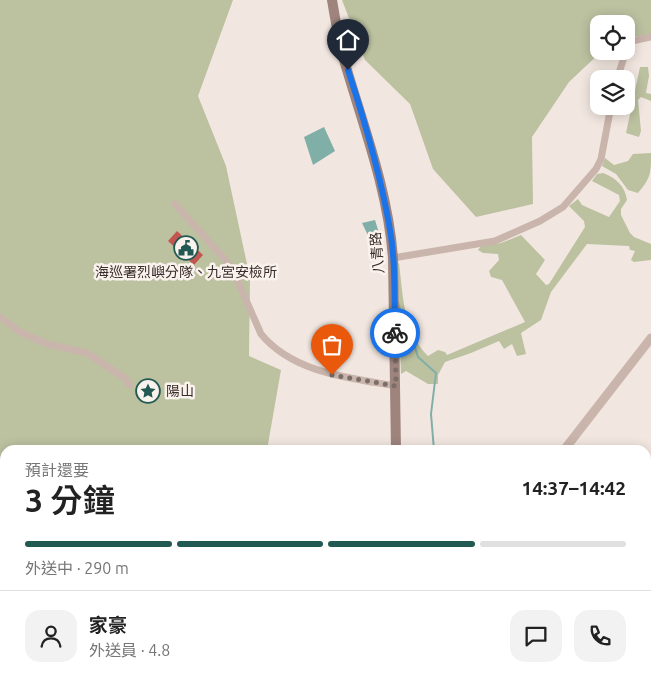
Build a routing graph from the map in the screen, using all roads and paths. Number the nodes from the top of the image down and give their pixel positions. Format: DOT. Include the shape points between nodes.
graph roads {
  1 [pos="332,0"];
  2 [pos="651,37"];
  3 [pos="635,40"];
  4 [pos="609,115"];
  5 [pos="176,204"];
  6 [pos="393,258"];
  7 [pos="0,318"];
  8 [pos="651,338"];
  9 [pos="129,385"];
  10 [pos="396,386"];
  11 [pos="396,445"];
  12 [pos="568,445"];
  1 -- 6 [label="main road, 八青路" via="342,52 366,127 390,229"];
  2 -- 3 [label="street"];
  4 -- 6 [label="street" via="599,164 562,207 540,221 495,241"];
  5 -- 10 [label="street" via="227,262 266,340 302,364 332,375"];
  6 -- 10 [label="main road, 八青路"];
  7 -- 9 [label="street" via="20,332 47,344 87,353 126,379"];
  8 -- 12 [label="street"];
  10 -- 11 [label="main road, 八青路"];
}
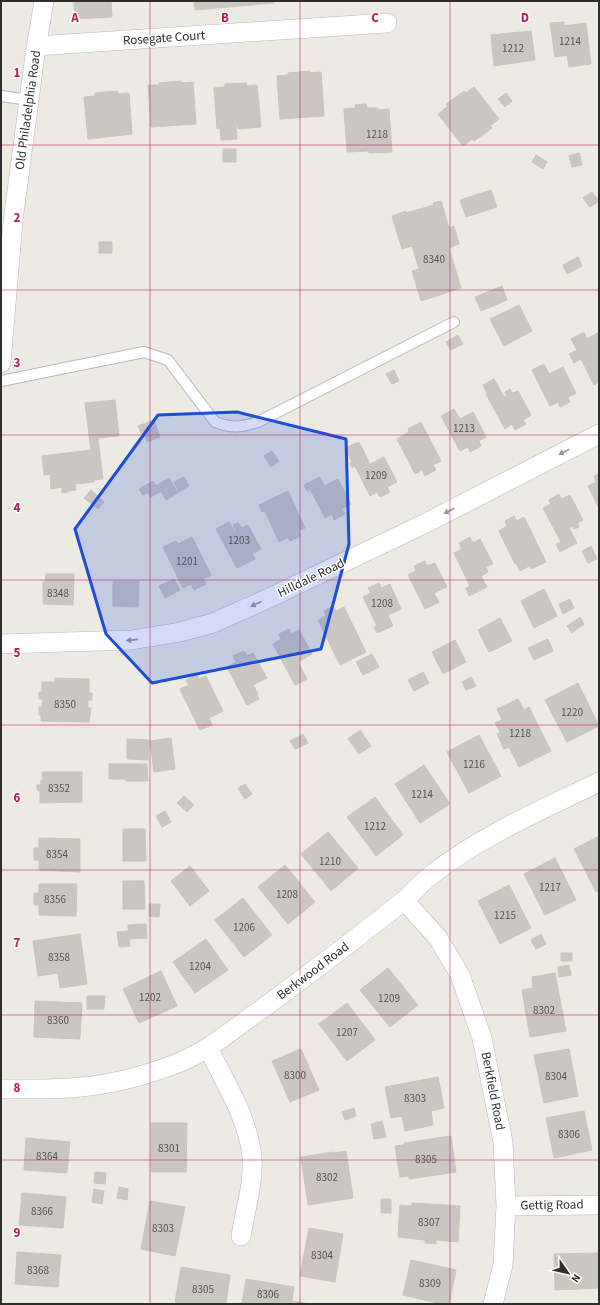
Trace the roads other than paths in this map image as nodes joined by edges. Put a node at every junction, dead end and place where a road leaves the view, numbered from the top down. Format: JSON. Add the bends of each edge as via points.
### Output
{"nodes":[{"id":1,"x":44,"y":1,"type":"edge"},
{"id":2,"x":387,"y":23,"type":"dead end"},
{"id":3,"x":36,"y":46,"type":"junction"},
{"id":4,"x":1,"y":96,"type":"edge"},
{"id":5,"x":29,"y":100,"type":"junction"},
{"id":6,"x":454,"y":322,"type":"dead end"},
{"id":7,"x":1,"y":363,"type":"edge"},
{"id":8,"x":1,"y":381,"type":"edge"},
{"id":9,"x":599,"y":434,"type":"edge"},
{"id":10,"x":1,"y":644,"type":"edge"},
{"id":11,"x":599,"y":782,"type":"edge"},
{"id":12,"x":404,"y":900,"type":"junction"},
{"id":13,"x":208,"y":1048,"type":"junction"},
{"id":14,"x":1,"y":1089,"type":"edge"},
{"id":15,"x":599,"y":1204,"type":"edge"},
{"id":16,"x":506,"y":1206,"type":"junction"},
{"id":17,"x":241,"y":1236,"type":"dead end"},
{"id":18,"x":493,"y":1304,"type":"edge"}],
"edges":[{"from":1,"to":3,"type":"street","name":"Old Philadelphia Road"},
{"from":2,"to":3,"type":"street","name":"Rosegate Court"},
{"from":3,"to":5,"type":"street","name":"Old Philadelphia Road"},
{"from":4,"to":5,"type":"lane"},
{"from":5,"to":7,"type":"street","name":"Old Philadelphia Road","via":[[12,220]]},
{"from":6,"to":8,"type":"lane","via":[[258,422],[241,427],[215,422],[168,360],[144,352]]},
{"from":9,"to":10,"type":"street","name":"Hilldale Road","one_way":true,"via":[[426,523],[213,623],[180,632],[132,640]]},
{"from":11,"to":12,"type":"street","name":"Berkwood Road","via":[[464,852]]},
{"from":12,"to":13,"type":"street","name":"Berkwood Road"},
{"from":12,"to":16,"type":"street","name":"Berkfield Road","via":[[438,938],[460,975],[470,1002],[482,1038],[503,1142]]},
{"from":13,"to":14,"type":"street","name":"Berkwood Road","via":[[153,1072],[112,1082],[80,1087]]},
{"from":13,"to":17,"type":"street","via":[[248,1131],[252,1165]]},
{"from":15,"to":16,"type":"street","name":"Gettig Road"},
{"from":16,"to":18,"type":"street","name":"Berkfield Road","via":[[503,1265]]}]}
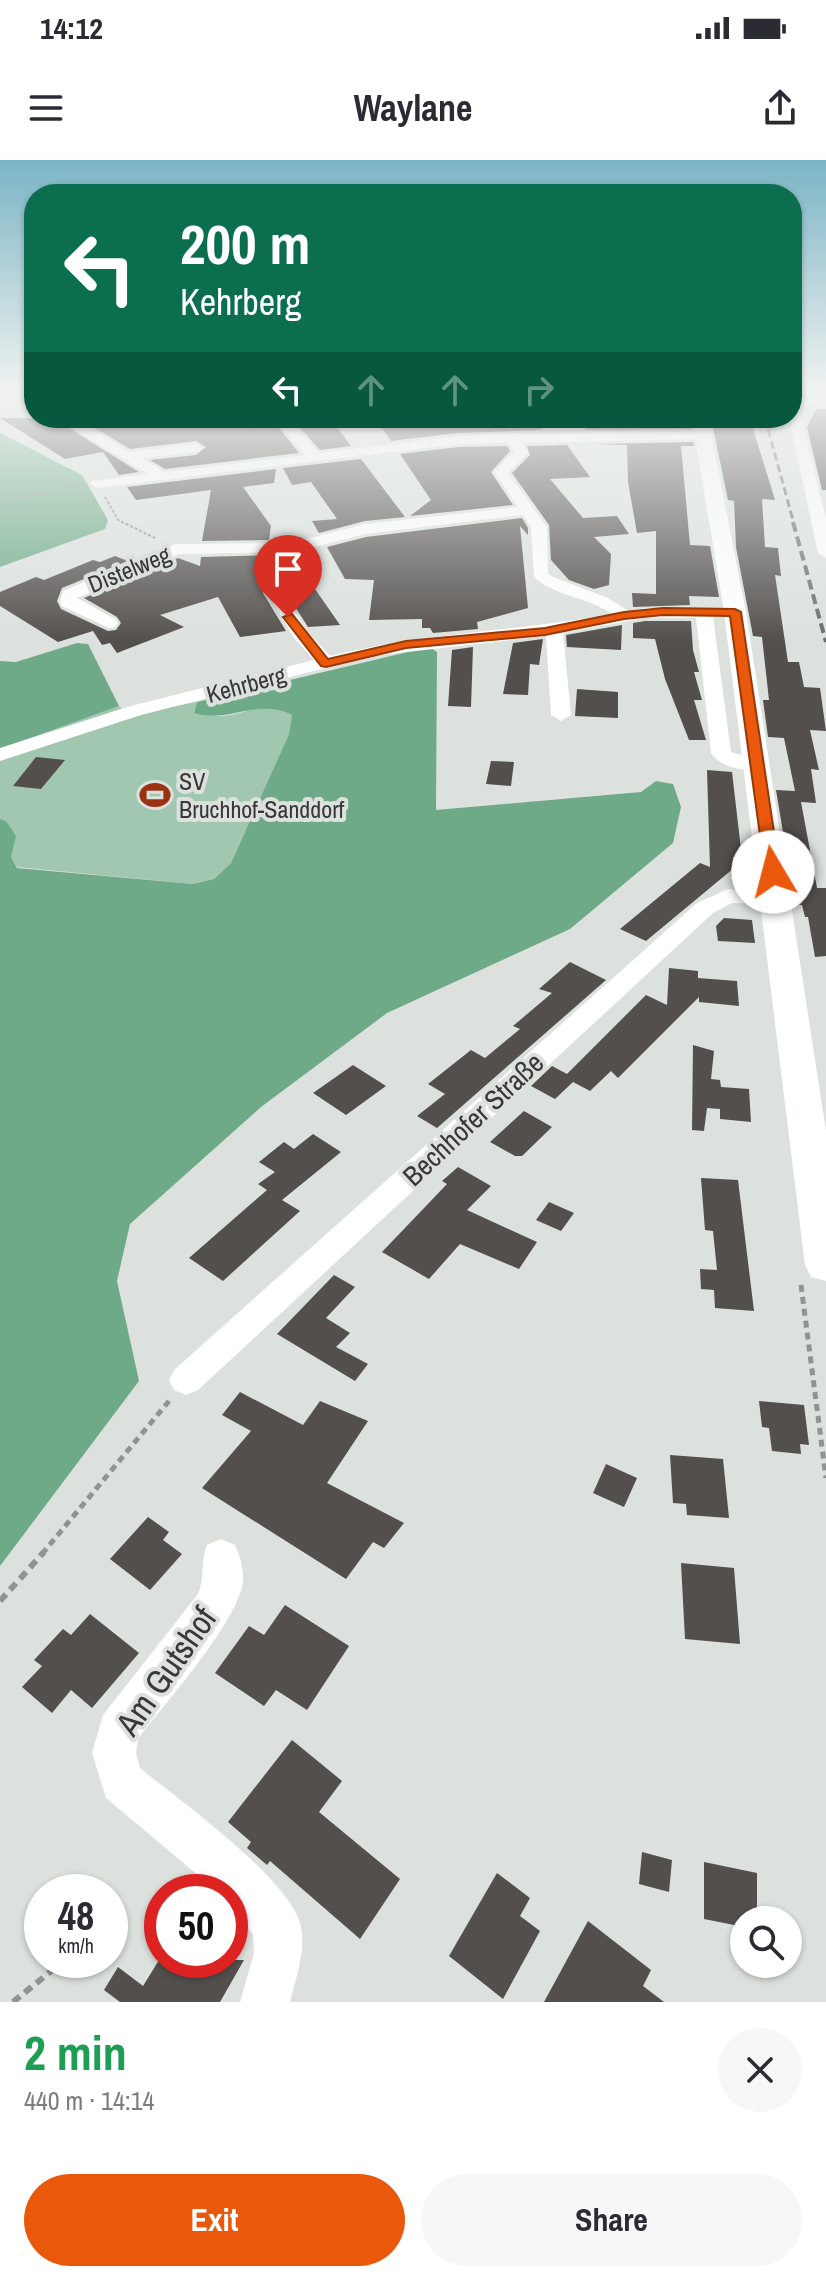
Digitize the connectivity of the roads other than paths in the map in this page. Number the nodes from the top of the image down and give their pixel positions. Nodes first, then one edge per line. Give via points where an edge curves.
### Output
1 (153, 471) edge
2 (193, 471) edge
3 (502, 471) edge
4 (709, 471) edge
5 (807, 471) edge
6 (160, 475) junction
7 (97, 484) road end
8 (528, 510) junction
9 (291, 548) junction
10 (826, 553) edge
11 (704, 612) junction
12 (735, 612) junction
13 (624, 615) junction
14 (109, 623) dead end
15 (554, 630) junction
16 (326, 663) junction
17 (561, 715) dead end
18 (0, 755) edge
19 (757, 766) junction
20 (777, 899) junction
21 (826, 1265) edge
22 (186, 1380) road end
23 (221, 1558) dead end
24 (265, 2002) edge

1 - 6 street
2 - 6 street
3 - 8 street
4 - 12 main road
5 - 10 street
6 - 7 street
8 - 9 street, Distelweg via 365,529
8 - 13 street via 540,531 543,579 608,602
9 - 14 street, Distelweg via 176,549 69,595 68,602
9 - 16 street via 274,591 300,634
11 - 12 street, Kehrberg
11 - 13 street, Kehrberg
11 - 19 street via 721,753 727,760
12 - 19 main road
13 - 15 street, Kehrberg
15 - 16 street, Kehrberg via 406,645
15 - 17 street
16 - 18 street, Kehrberg via 134,711
19 - 20 main road
20 - 21 main road
20 - 22 street, Bechhofer Straße via 728,896 705,908
23 - 24 street, Am Gutshof via 223,1582 212,1608 118,1730 114,1753 122,1782 231,1872 277,1925 278,1953

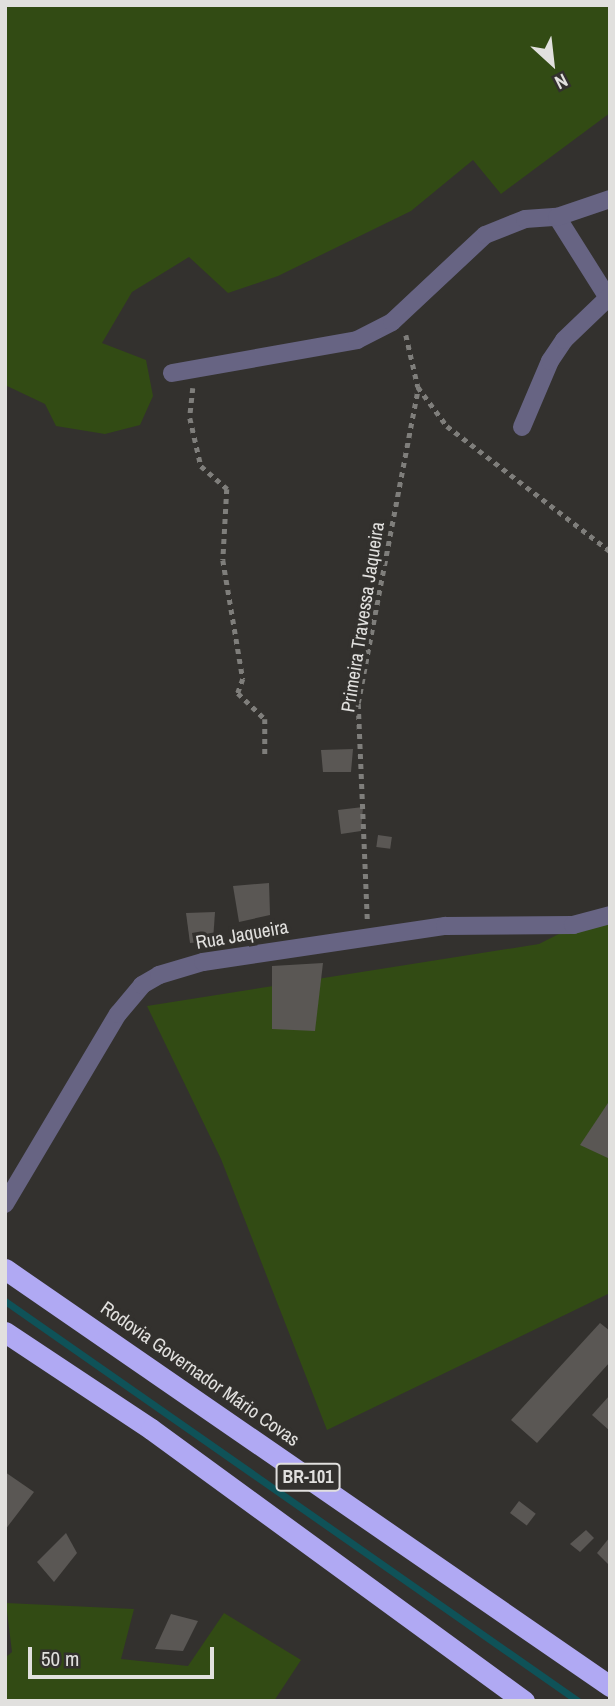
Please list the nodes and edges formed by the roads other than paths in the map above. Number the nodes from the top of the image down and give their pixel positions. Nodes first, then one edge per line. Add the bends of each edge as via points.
1 (610, 199) edge
2 (557, 217) junction
3 (609, 299) edge
4 (172, 373) dead end
5 (522, 427) dead end
6 (610, 915) edge
7 (5, 1204) edge
8 (5, 1269) edge
9 (5, 1332) edge
10 (610, 1686) edge
11 (524, 1701) edge

1 - 2 street
2 - 3 street
2 - 4 street via 525,219 485,235 401,314 357,340
3 - 5 street via 564,340
6 - 7 street, Rua Jaqueira via 573,925 445,926 203,962 142,985 94,1052
8 - 10 highway, Rodovia Governador Mário Covas / BR-101
9 - 11 highway, BR-101 via 151,1429

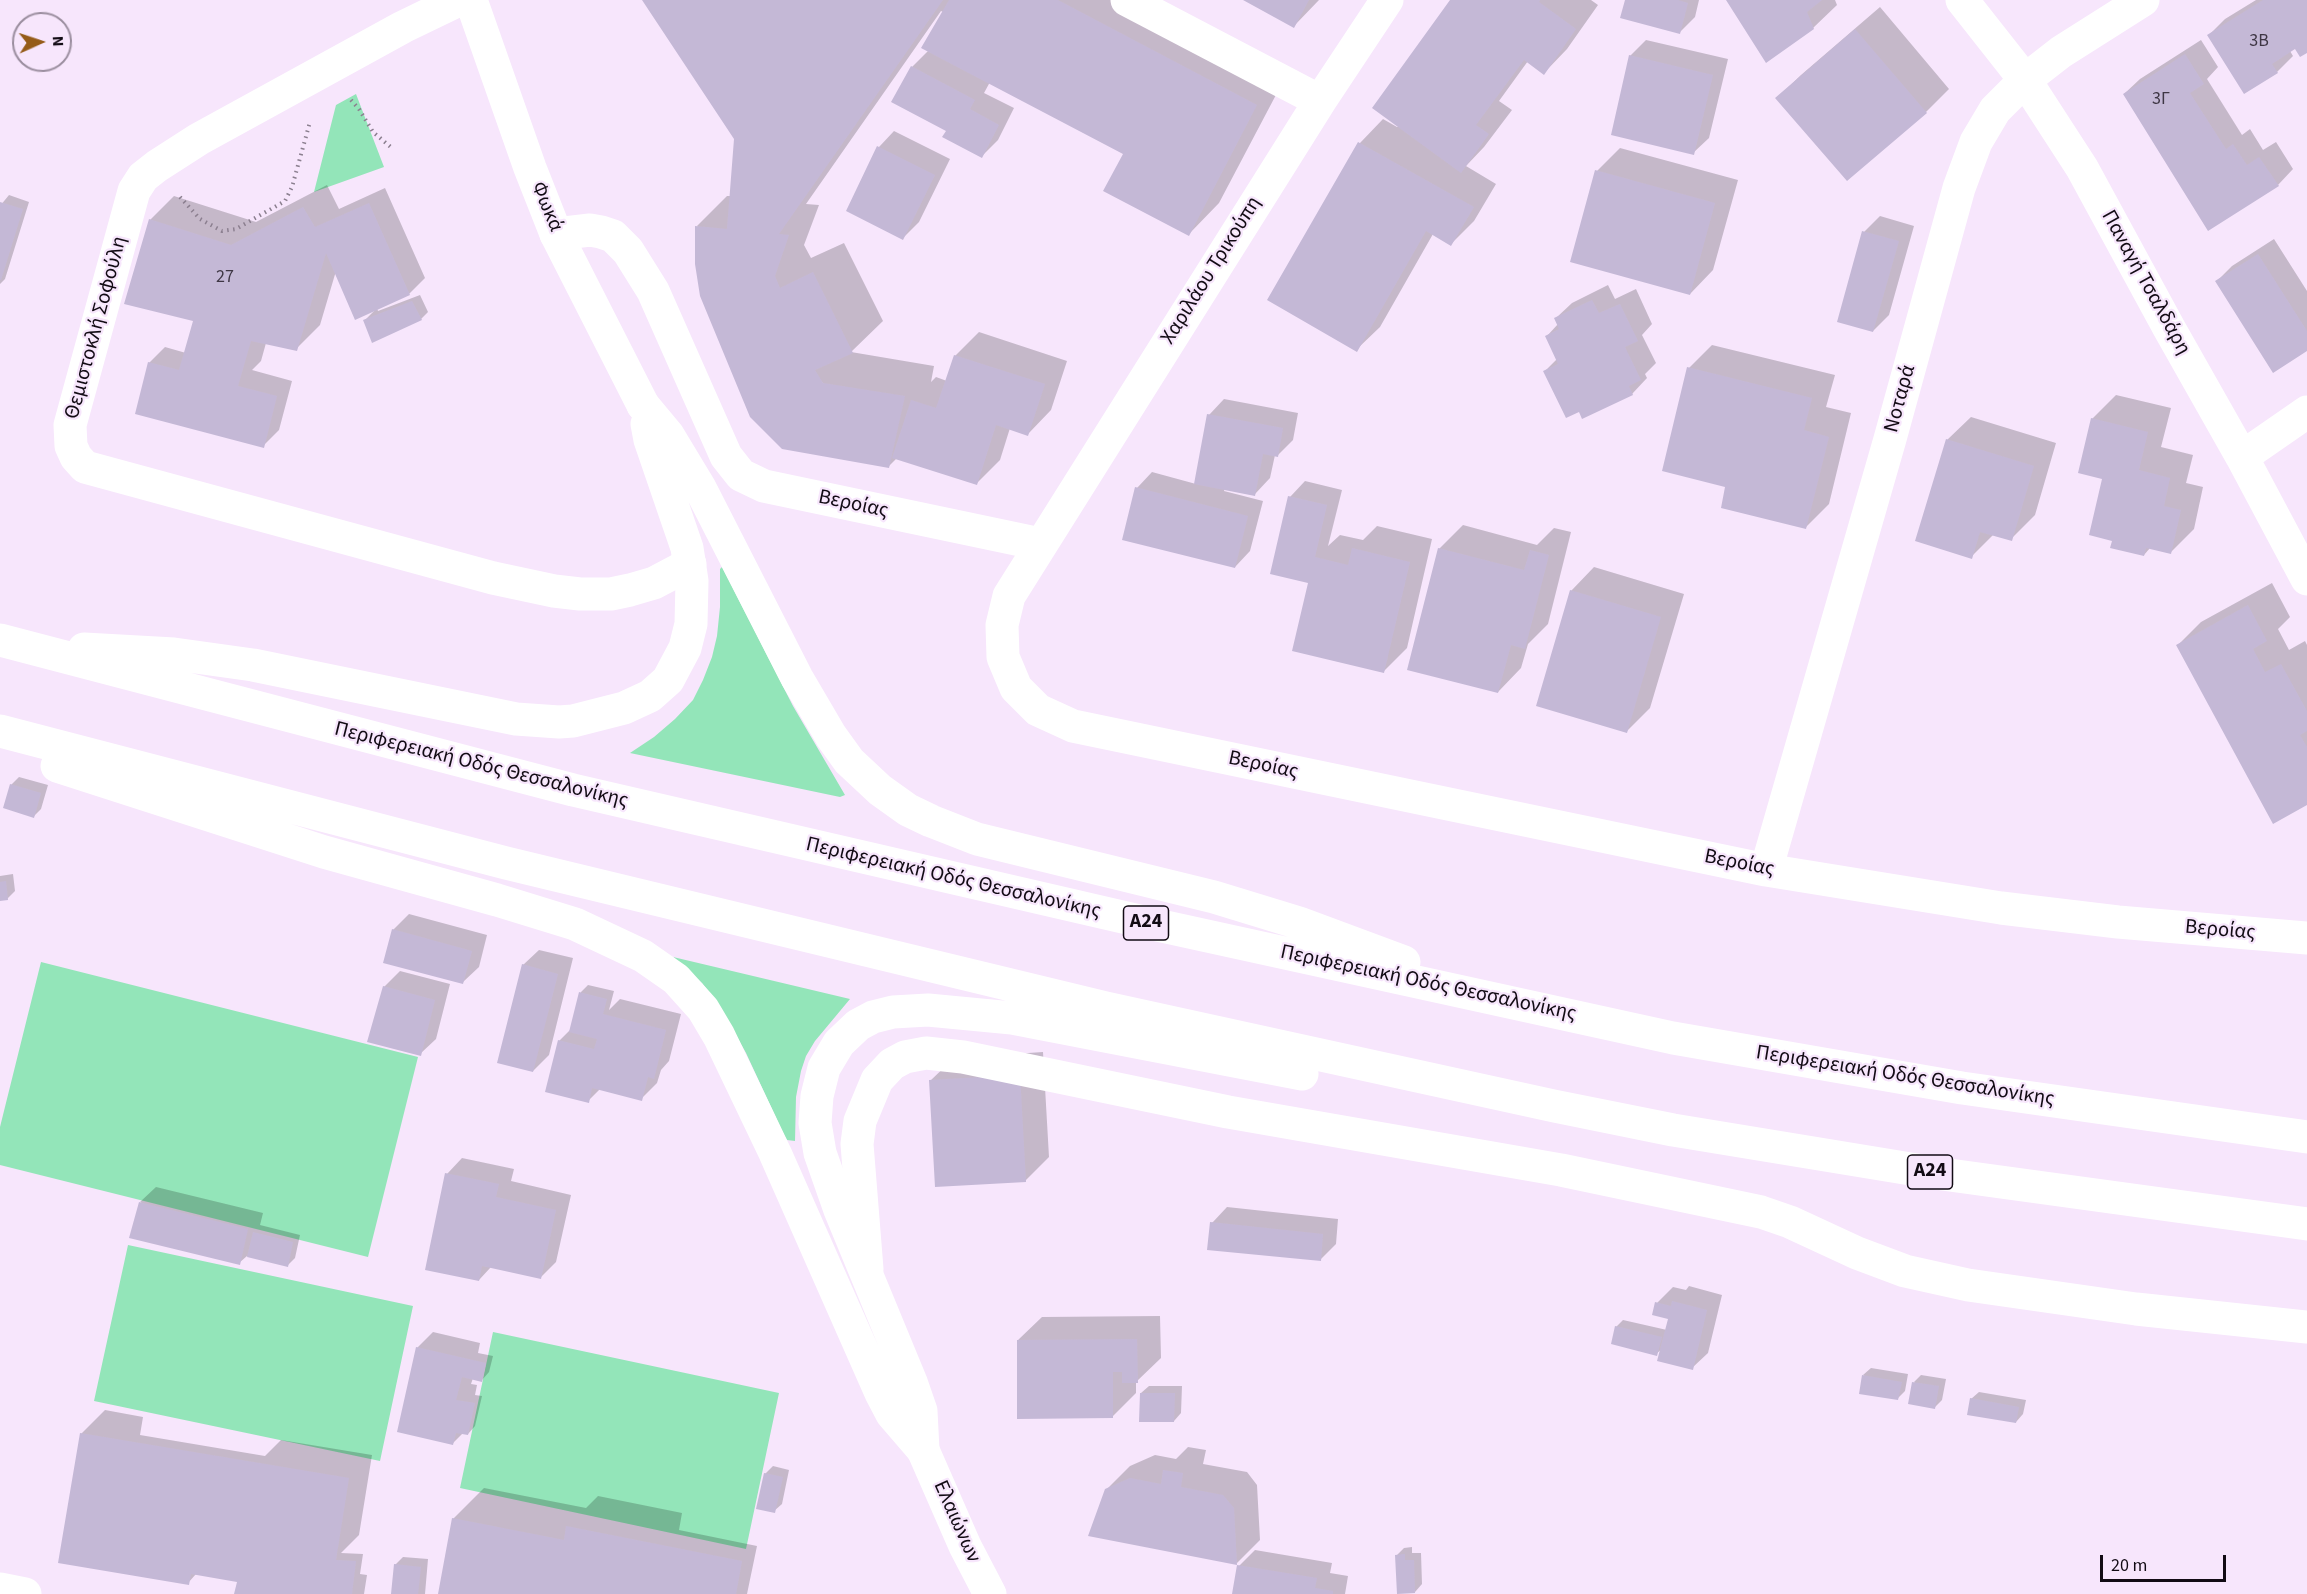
☆ ☆ ☆ ☆ ☆
# TASK GOAL
Lines with "where" in them are what the answer must contain; copy each from the records above.

# SOLUTION TO THIS TASK
Trace the roads other than paths in this map image as nodes joined by edges. Put a node at every junction, dead end and place where a road leaves the view, numbered from the top down. Format: JSON. Add the bends of each edge as via points.
Digitize the connectivity of the roads other than paths in the map in this page. Number the nodes from the top of the image down and give their pixel positions. Nodes first, then one edge per line. Give via points where an edge curves.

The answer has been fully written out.